CT and MRI of the brain may show hypotrophy or hypoplasia of the cerebellum, particularly the vermis. It is proposed that rather than being caused by purine nucleotide depletion, the symptoms are from the neurotoxic effects of accumulating succinylpurines. The S-Ado: SAICAr ratio has been linked to phenotype severity, suggesting that SAICAr is the more toxic compound and that S-Ado might be neuroprotective.

The laboratory diagnosis is based on the presence in urine and CSF of SAICAr and S-Ado, both normally undetectable.

Treatment

No successful treatment has been demonstrated for adenylosuccinase lyase deficiency. SAMe supplementation therapy was tested for 6 mo for an infant diagnosed in the early postnatal period, but no amelioration of symptoms was noted, providing further evidence that the disorder arises from nucleotide toxicity rather than depletion. Prenatal diagnosis has been reported. Systematic screening is suggested in infants and children with unexplained psychomotor retardation or seizure disorder.

Genetics

This inborn error of purine biosynthesis is caused by a mutation of the ATIC gene effecting AICAR transformylase activity. In a single reported case, AICAR transformylase was profoundly deficient, whereas the IMP cyclohydrolase level was 40% of normal.

Clinical Features

The disorder is described in a female infant with profound intellectual disability, epilepsy, dysmorphic features (prominent forehead and metopic suture, brachycephaly, wide mouth with thin upper lip, low-set ears, and prominent clitoris because of fused labia minora), and congenital blindness.

Laboratory Findings

Urinary screening with the Bratton-Marshall test to detect AICA resulted in the identification of this disorder.
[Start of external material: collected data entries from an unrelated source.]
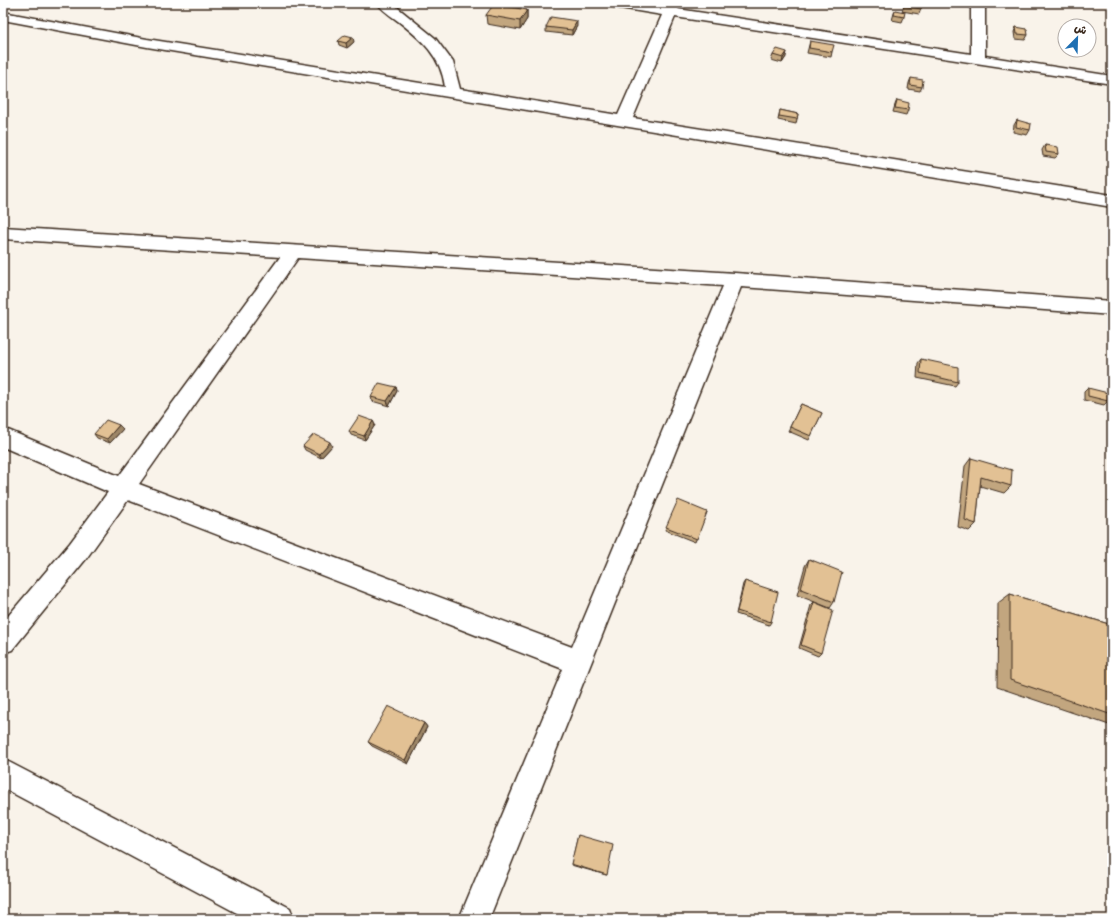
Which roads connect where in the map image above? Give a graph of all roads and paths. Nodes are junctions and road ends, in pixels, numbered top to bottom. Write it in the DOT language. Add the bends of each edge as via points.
graph roads {
  1 [pos="384,3"];
  2 [pos="614,3"];
  3 [pos="978,3"];
  4 [pos="672,8"];
  5 [pos="3,16"];
  6 [pos="978,59"];
  7 [pos="1112,80"];
  8 [pos="453,94"];
  9 [pos="622,122"];
  10 [pos="1112,201"];
  11 [pos="3,232"];
  12 [pos="293,252"];
  13 [pos="735,280"];
  14 [pos="1112,308"];
  15 [pos="3,438"];
  16 [pos="123,488"];
  17 [pos="3,641"];
  18 [pos="579,662"];
  19 [pos="3,772"];
  20 [pos="279,919"];
  21 [pos="474,919"];
  1 -- 8 [label="street" via="438,47 450,69"];
  2 -- 4 [label="street"];
  3 -- 6 [label="street"];
  4 -- 6 [label="street"];
  4 -- 9 [label="street"];
  5 -- 8 [label="street" via="147,44"];
  6 -- 7 [label="street"];
  8 -- 9 [label="street"];
  9 -- 10 [label="street"];
  11 -- 12 [label="street"];
  12 -- 13 [label="street"];
  12 -- 16 [label="street"];
  13 -- 14 [label="street"];
  13 -- 18 [label="street"];
  15 -- 16 [label="street"];
  16 -- 17 [label="street" via="78,551"];
  16 -- 18 [label="street"];
  18 -- 21 [label="street"];
  19 -- 20 [label="street"];
}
The transformylase was found to be deficient in fibroblasts, confirming diagnosis of ATIC deficiency.

Treatment

No successful treatment is described.

Clinical Manifestations

Clinical manifestations are typically isolated muscle weakness, fatigue, myalgias following moderate to vigorous exercise, or cramps. Myalgia may be associated with an increased serum creatine kinase level and detectable electromyelographic abnormalities. Muscle wasting or histologic changes on biopsy are absent. The age of onset may be as early 8 mo, with approximately 25% of cases recognized between 2 and 12 yr. The enzyme defect has been identified in asymptomatic family members. Secondary forms of muscle AMP deaminase deficiency have been identified in Werdnig-Hoffmann disease, Kugelberg-Welander syndrome, polyneuropathies, and amyotrophic lateral sclerosis (see Chapter 630.2 ). The metabolic disorder involves the purine nucleotide cycle. As shown in Fig. 108.2 , the enzymes involved in this cycle are AMP deaminase, S-AMP synthetase, and S-AMP lyase. It is proposed that muscle dysfunction in AMP deaminase deficiency results from impaired energy production during muscle contraction. It is unclear how individuals may carry the deficit and be asymptomatic. In addition to muscle dysfunction, a mutation of liver AMP deaminase has been proposed as a cause of primary gout, leading to overproduction of uric acid.